**Problem to solve**
A faithful copy of the data below is required, leaving out every picture.

**Given records**
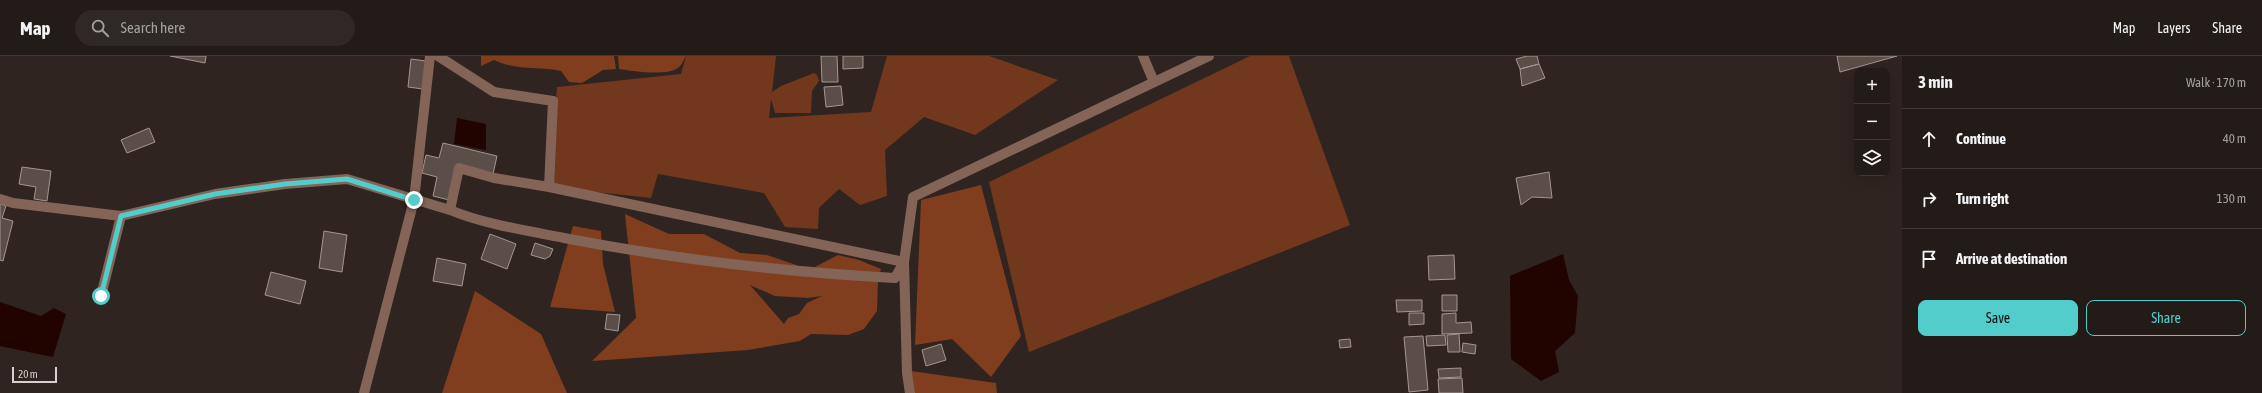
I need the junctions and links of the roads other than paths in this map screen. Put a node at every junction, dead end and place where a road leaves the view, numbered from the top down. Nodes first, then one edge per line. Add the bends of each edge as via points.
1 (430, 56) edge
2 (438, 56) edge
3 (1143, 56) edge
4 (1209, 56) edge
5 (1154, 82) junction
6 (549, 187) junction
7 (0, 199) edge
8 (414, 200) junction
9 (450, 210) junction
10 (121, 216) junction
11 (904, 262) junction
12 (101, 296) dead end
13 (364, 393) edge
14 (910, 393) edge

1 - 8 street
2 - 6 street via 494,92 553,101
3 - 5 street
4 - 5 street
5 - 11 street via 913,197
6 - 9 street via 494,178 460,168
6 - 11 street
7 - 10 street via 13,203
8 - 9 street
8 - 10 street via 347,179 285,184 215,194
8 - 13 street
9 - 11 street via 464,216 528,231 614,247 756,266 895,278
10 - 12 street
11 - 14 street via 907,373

**Output below**
I need the junctions and links of the roads other than paths in this map screen. Put a node at every junction, dead end and place where a road leaves the view, numbered from the top down. Nodes first, then one edge per line. Add the bends of each edge as via points.
1 (430, 56) edge
2 (438, 56) edge
3 (1143, 56) edge
4 (1209, 56) edge
5 (1154, 82) junction
6 (549, 187) junction
7 (0, 199) edge
8 (414, 200) junction
9 (450, 210) junction
10 (121, 216) junction
11 (904, 262) junction
12 (101, 296) dead end
13 (364, 393) edge
14 (910, 393) edge

1 - 8 street
2 - 6 street via 494,92 553,101
3 - 5 street
4 - 5 street
5 - 11 street via 913,197
6 - 9 street via 494,178 460,168
6 - 11 street
7 - 10 street via 13,203
8 - 9 street
8 - 10 street via 347,179 285,184 215,194
8 - 13 street
9 - 11 street via 464,216 528,231 614,247 756,266 895,278
10 - 12 street
11 - 14 street via 907,373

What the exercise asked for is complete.